====== Data for analysis

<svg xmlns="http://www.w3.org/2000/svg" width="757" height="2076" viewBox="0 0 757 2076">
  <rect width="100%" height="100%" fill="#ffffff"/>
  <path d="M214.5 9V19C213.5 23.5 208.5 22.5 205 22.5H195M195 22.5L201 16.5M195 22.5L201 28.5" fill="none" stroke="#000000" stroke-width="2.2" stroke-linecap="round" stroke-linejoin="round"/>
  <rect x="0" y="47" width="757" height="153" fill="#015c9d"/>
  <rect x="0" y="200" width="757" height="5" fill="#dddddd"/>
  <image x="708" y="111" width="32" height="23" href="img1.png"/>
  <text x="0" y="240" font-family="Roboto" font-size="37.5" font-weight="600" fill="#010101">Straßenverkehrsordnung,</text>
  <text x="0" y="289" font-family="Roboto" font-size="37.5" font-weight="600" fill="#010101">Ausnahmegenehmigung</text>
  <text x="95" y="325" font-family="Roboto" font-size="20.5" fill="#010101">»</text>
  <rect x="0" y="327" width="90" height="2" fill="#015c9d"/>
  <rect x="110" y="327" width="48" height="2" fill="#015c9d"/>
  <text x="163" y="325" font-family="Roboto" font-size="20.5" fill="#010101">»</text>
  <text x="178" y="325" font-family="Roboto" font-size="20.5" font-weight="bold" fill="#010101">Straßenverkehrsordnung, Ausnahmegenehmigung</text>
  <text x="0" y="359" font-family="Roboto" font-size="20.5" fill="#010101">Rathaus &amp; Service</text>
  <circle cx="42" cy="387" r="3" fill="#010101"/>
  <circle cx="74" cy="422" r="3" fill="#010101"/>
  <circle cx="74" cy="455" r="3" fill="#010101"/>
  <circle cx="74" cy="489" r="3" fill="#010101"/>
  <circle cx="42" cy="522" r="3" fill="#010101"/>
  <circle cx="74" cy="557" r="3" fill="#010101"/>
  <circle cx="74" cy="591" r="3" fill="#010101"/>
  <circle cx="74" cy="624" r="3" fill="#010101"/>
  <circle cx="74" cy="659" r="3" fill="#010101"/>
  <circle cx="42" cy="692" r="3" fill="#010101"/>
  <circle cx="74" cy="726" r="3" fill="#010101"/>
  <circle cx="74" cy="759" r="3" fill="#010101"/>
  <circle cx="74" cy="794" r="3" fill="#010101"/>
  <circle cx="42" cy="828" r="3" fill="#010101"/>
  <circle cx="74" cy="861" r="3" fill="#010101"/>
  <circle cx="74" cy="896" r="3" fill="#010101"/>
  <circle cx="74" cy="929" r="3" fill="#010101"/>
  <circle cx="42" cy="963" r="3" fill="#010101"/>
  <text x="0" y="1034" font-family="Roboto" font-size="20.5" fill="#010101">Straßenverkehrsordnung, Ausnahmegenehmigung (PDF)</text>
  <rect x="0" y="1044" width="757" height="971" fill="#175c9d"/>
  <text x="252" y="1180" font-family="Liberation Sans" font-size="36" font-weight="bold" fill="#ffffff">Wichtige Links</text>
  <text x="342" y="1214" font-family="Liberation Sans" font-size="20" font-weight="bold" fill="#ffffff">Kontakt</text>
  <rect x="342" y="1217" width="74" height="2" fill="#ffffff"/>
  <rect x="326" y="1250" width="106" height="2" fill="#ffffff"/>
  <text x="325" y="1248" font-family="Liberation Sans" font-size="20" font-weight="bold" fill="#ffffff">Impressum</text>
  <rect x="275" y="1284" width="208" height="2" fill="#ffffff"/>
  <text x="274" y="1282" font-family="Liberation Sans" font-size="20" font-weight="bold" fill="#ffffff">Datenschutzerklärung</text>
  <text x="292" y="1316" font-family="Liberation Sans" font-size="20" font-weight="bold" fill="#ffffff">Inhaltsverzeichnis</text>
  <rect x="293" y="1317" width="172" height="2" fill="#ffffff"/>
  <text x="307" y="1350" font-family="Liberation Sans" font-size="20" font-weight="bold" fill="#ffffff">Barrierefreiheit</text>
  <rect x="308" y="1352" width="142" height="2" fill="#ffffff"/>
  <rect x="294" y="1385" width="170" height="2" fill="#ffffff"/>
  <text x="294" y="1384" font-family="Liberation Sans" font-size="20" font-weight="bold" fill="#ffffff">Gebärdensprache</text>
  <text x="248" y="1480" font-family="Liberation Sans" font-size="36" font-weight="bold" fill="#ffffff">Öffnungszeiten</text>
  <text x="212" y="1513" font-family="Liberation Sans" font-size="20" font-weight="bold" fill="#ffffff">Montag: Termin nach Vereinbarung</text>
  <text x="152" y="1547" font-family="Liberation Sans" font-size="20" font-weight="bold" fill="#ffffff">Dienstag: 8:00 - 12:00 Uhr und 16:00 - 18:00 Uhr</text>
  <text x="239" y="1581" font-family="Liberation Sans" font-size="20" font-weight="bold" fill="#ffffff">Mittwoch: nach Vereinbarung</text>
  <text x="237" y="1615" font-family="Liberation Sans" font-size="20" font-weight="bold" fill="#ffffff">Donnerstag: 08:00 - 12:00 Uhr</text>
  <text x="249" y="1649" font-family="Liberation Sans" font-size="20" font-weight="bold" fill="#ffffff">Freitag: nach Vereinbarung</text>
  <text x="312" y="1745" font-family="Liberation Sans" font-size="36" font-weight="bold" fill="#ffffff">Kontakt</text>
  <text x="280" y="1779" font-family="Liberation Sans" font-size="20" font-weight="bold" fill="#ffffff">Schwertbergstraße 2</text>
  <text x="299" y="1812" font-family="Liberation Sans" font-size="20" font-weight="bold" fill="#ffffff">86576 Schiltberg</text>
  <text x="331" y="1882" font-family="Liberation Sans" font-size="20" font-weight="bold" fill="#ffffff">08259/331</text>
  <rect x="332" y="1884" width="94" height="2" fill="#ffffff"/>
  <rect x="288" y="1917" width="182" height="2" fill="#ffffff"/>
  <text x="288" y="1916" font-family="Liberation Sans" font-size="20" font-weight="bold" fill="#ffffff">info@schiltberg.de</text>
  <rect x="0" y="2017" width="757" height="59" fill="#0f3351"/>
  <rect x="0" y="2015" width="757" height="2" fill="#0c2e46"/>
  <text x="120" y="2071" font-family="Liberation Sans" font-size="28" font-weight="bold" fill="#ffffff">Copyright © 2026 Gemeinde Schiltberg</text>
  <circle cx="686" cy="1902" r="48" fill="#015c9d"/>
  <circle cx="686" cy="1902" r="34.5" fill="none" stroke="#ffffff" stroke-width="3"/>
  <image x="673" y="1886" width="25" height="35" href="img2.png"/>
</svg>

============

▶ What is being asked
If a line in the data above contains "image", return that line.

▶ Response area
  <image x="708" y="111" width="32" height="23" href="img1.png"/>
  <image x="673" y="1886" width="25" height="35" href="img2.png"/>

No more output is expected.